[MATERIAL SUPPLIED]:

========

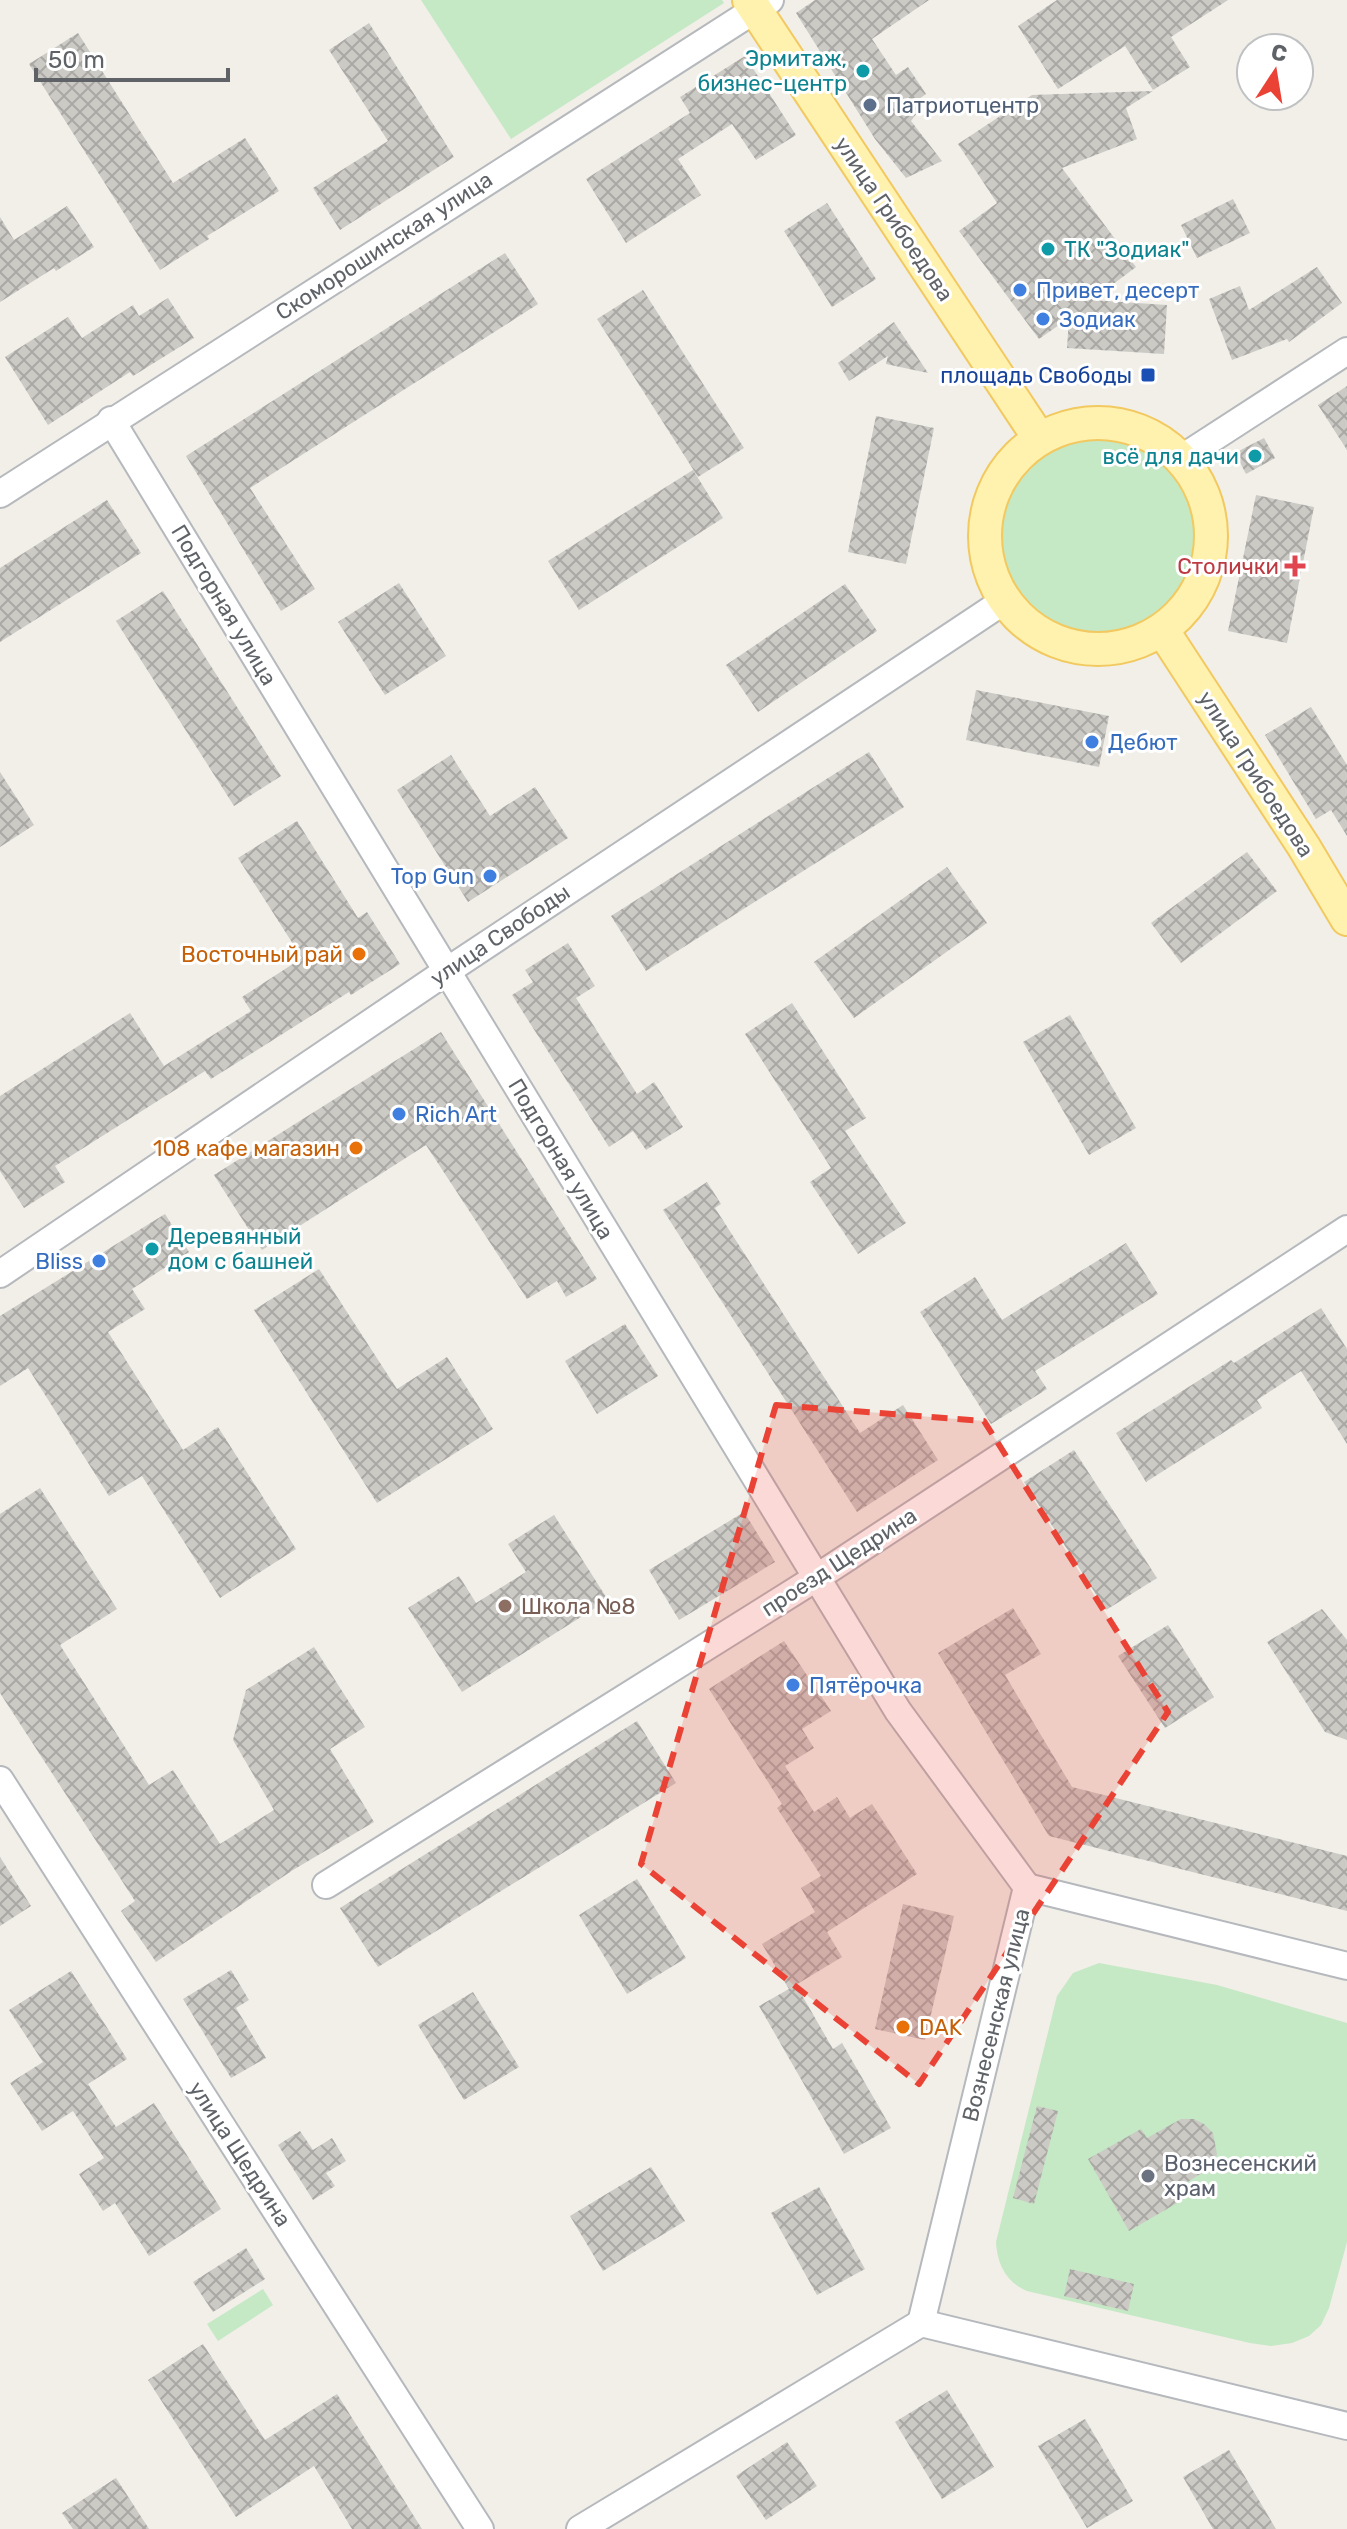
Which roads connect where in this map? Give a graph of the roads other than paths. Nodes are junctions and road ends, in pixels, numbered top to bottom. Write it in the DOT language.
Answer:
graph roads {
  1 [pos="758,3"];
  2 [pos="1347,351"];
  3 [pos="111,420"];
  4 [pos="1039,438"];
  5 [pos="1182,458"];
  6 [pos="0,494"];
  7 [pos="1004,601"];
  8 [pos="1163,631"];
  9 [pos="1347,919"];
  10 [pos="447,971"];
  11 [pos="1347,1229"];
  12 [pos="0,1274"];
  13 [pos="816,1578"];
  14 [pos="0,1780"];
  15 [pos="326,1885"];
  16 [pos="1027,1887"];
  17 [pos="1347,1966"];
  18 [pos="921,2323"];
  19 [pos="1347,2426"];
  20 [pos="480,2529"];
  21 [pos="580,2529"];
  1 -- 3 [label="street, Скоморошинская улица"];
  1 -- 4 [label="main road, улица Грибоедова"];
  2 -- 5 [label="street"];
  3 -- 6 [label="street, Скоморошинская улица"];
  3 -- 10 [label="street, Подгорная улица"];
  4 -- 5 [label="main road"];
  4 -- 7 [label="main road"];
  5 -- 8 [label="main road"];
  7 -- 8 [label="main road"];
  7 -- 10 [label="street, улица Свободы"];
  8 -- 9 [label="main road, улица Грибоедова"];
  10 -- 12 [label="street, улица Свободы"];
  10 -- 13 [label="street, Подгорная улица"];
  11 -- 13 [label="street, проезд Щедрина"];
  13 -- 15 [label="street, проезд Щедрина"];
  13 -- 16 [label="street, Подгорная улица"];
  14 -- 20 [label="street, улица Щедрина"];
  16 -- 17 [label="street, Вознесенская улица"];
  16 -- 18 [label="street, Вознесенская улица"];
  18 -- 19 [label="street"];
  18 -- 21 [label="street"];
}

========

[EXERCISE DESCRIPTION]: Copy out the material above exactly; the images stay out.

[TASK ANSWER]:
Which roads connect where in this map? Give a graph of the roads other than paths. Nodes are junctions and road ends, in pixels, numbered top to bottom. Write it in the DOT language.
Answer:
graph roads {
  1 [pos="758,3"];
  2 [pos="1347,351"];
  3 [pos="111,420"];
  4 [pos="1039,438"];
  5 [pos="1182,458"];
  6 [pos="0,494"];
  7 [pos="1004,601"];
  8 [pos="1163,631"];
  9 [pos="1347,919"];
  10 [pos="447,971"];
  11 [pos="1347,1229"];
  12 [pos="0,1274"];
  13 [pos="816,1578"];
  14 [pos="0,1780"];
  15 [pos="326,1885"];
  16 [pos="1027,1887"];
  17 [pos="1347,1966"];
  18 [pos="921,2323"];
  19 [pos="1347,2426"];
  20 [pos="480,2529"];
  21 [pos="580,2529"];
  1 -- 3 [label="street, Скоморошинская улица"];
  1 -- 4 [label="main road, улица Грибоедова"];
  2 -- 5 [label="street"];
  3 -- 6 [label="street, Скоморошинская улица"];
  3 -- 10 [label="street, Подгорная улица"];
  4 -- 5 [label="main road"];
  4 -- 7 [label="main road"];
  5 -- 8 [label="main road"];
  7 -- 8 [label="main road"];
  7 -- 10 [label="street, улица Свободы"];
  8 -- 9 [label="main road, улица Грибоедова"];
  10 -- 12 [label="street, улица Свободы"];
  10 -- 13 [label="street, Подгорная улица"];
  11 -- 13 [label="street, проезд Щедрина"];
  13 -- 15 [label="street, проезд Щедрина"];
  13 -- 16 [label="street, Подгорная улица"];
  14 -- 20 [label="street, улица Щедрина"];
  16 -- 17 [label="street, Вознесенская улица"];
  16 -- 18 [label="street, Вознесенская улица"];
  18 -- 19 [label="street"];
  18 -- 21 [label="street"];
}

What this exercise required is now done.